Ade closed his eyes for a moment and it disturbed her. She found no satisfaction in making a brave man cower. “Yeah, well…it was a case of both of us trying to do the decent thing. We…persuaded each other out of it.” He paused and adopted that I-wish-I-hadn't-said-that expression. She realized that she didn't know him as well as she thought, and that meant she didn't have control of the situation. Control mattered. “I wanted you to be
happy.

“Ade, for fuck's sake, having you two end up as squid-men isn't going to make me
happy.
” This was why she didn't trust relationships. They weakened you. She hated herself for feeling wounded because for the first time in her life she had become used to being the center of a man's world—two men's worlds, in fact. She wouldn't make that mistake again. “Did it occur to you that I have to tell Esganikan? This is a major biohazard, in case you've forgotten.”

She took her jacket from the hook on the wall and fastened it, trying hard not to descend further into diatribe and profanity, But Aras had broken the taboo of centuries to save her life with the bloody thing in the first place. Maybe the crazy god-bothering colonists were right; maybe it really was the ultimate temptation of the devil, to be eradicated once and for all.

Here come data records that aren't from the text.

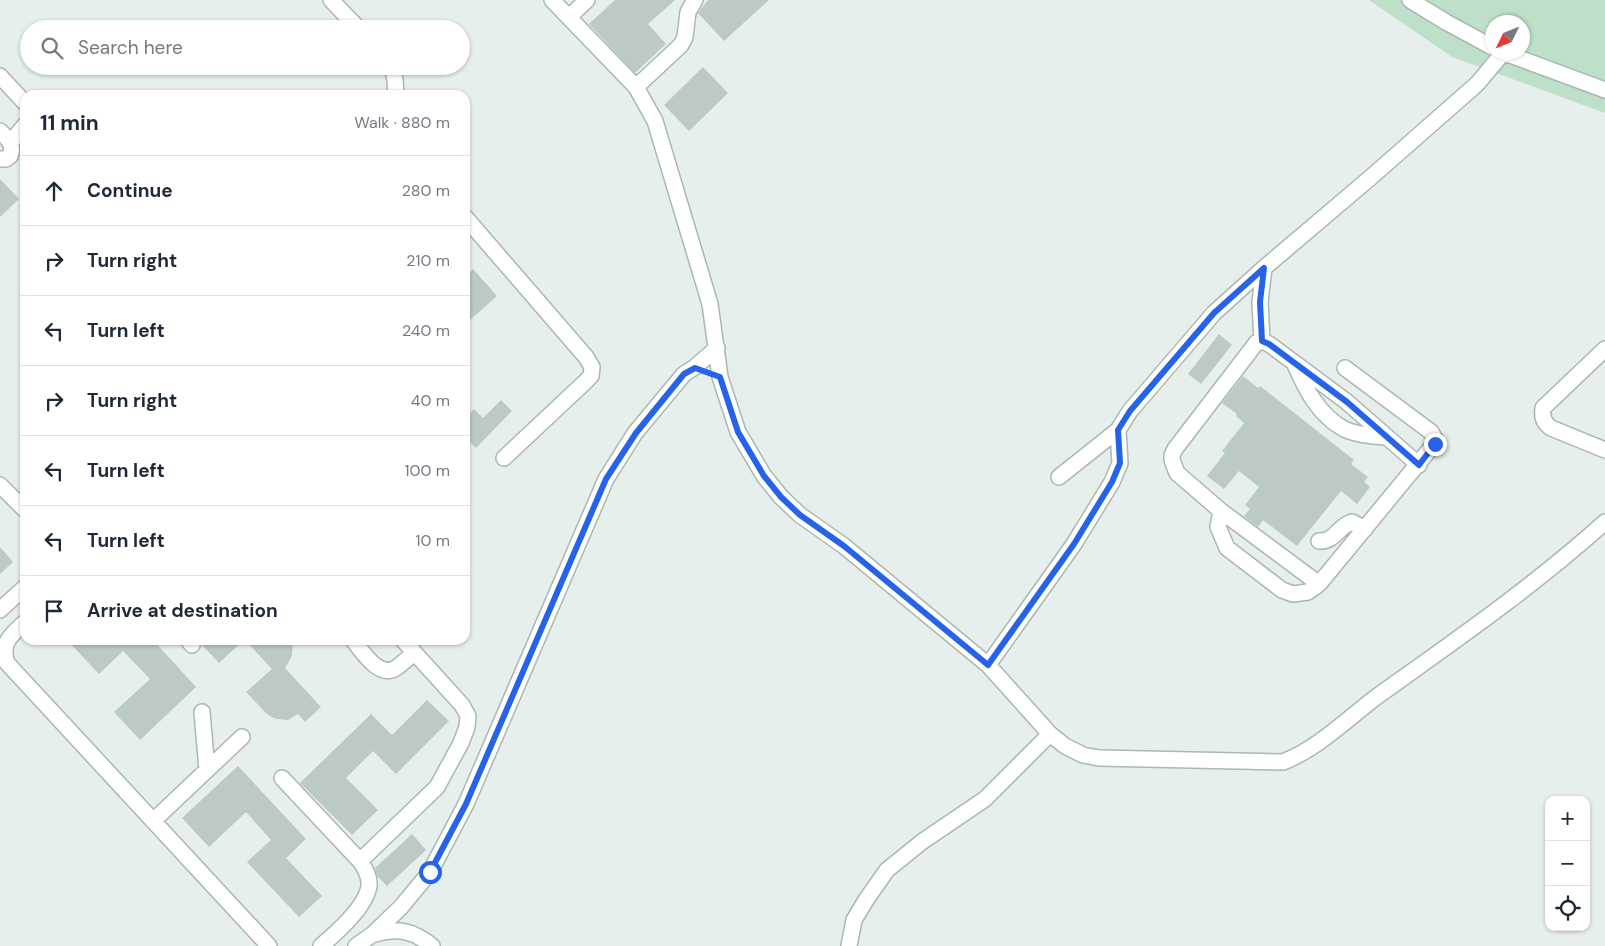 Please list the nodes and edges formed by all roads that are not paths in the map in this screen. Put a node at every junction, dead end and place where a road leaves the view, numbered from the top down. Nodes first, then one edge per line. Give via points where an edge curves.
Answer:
1 (331, 0) edge
2 (552, 0) edge
3 (586, 0) edge
4 (695, 0) edge
5 (1413, 1) edge
6 (569, 17) junction
7 (350, 20) edge
8 (1485, 43) edge
9 (1496, 60) edge
10 (1521, 60) edge
11 (395, 75) edge
12 (0, 76) edge
13 (636, 87) junction
14 (396, 90) edge
15 (1605, 90) edge
16 (20, 98) edge
17 (0, 131) edge
18 (20, 131) edge
19 (11, 142) junction
20 (0, 159) edge
21 (470, 223) edge
22 (1264, 268) junction
23 (1262, 341) junction
24 (717, 348) junction
25 (1605, 349) edge
26 (1293, 362) junction
27 (695, 368) junction
28 (1346, 368) dead end
29 (720, 377) junction
30 (1118, 430) junction
31 (1387, 437) junction
32 (1605, 450) edge
33 (504, 458) dead end
34 (1419, 465) junction
35 (1059, 477) dead end
36 (0, 486) edge
37 (20, 505) edge
38 (1221, 511) junction
39 (1605, 522) edge
40 (1364, 529) junction
41 (1319, 541) dead end
42 (1319, 584) junction
43 (20, 592) edge
44 (0, 610) edge
45 (20, 627) edge
46 (357, 645) edge
47 (408, 645) edge
48 (414, 652) junction
49 (988, 665) junction
50 (202, 712) dead end
51 (1050, 734) junction
52 (242, 737) dead end
53 (207, 770) junction
54 (282, 778) dead end
55 (153, 821) junction
56 (360, 861) junction
57 (401, 907) junction
58 (407, 932) junction
59 (373, 934) junction
60 (268, 946) edge
61 (321, 946) edge
62 (356, 946) edge
63 (432, 946) edge
64 (849, 946) edge

1 - 7 street
2 - 6 street
3 - 6 street
4 - 13 street via 688,12 681,45
5 - 8 street
6 - 13 street
9 - 22 street via 1477,84
10 - 15 street
11 - 14 street
12 - 16 street
13 - 24 street via 655,120 710,304
17 - 19 street
18 - 19 street
19 - 20 street via 10,156
21 - 33 street via 592,367 584,383
22 - 23 street via 1260,302
22 - 30 street via 1214,313 1130,411
23 - 26 street
23 - 38 street via 1257,342 1172,455 1177,473
24 - 27 street
24 - 29 street
25 - 32 street via 1543,408 1542,416 1551,428
26 - 31 street
26 - 31 street via 1312,399 1326,416 1345,429
27 - 29 street
27 - 57 street via 684,374 636,433 606,479 466,804 430,872
28 - 34 street via 1434,436 1433,447
29 - 49 street via 738,432 764,476 781,497
30 - 35 street
30 - 49 street via 1120,463 1112,482 1074,544
31 - 34 street
34 - 40 street
36 - 37 street
38 - 42 street
38 - 42 street via 1218,527 1227,548 1282,590 1293,594 1308,592
39 - 51 street via 1511,600 1301,755 1283,762 1099,758 1083,755
40 - 41 street via 1352,522 1345,524 1334,537
40 - 42 street
43 - 44 street
45 - 55 street via 2,647 6,663
46 - 48 street via 383,671 394,670
47 - 48 street
48 - 56 street via 462,706 468,716 467,727 437,787
49 - 51 street
50 - 53 street
51 - 64 street via 985,799 887,870 854,920
52 - 53 street
53 - 55 street
54 - 56 street
55 - 60 street
56 - 61 street via 367,872 369,886 364,898 340,930
57 - 58 street via 401,918
57 - 59 street
58 - 59 street via 388,929
58 - 63 street via 420,936
59 - 62 street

“Where are you going?” asked Aras.

“To catch Esganikan before she leaves for Umeh. She needs to hear this from me. I don't want either of you telling anyone about this. Okay?”

It wasn't true: she could have sent a message to Esganikan. Eqbas didn't stand on ceremony and a call would have done the job. But she needed to walk away, because the Superintendent Frankland part of her was welling up and demanding to be let out to give her underlings a thorough, foul-mouthed bollocking and maybe a thump in the ear for failing her.

But that wasn't really what the Shan at the core of her felt.

That Shan was
hurt.
She'd believed them when they both said they were devoted to her. They'd put something else before her—and that was what she'd always done herself to anyone who might have been close enough to love.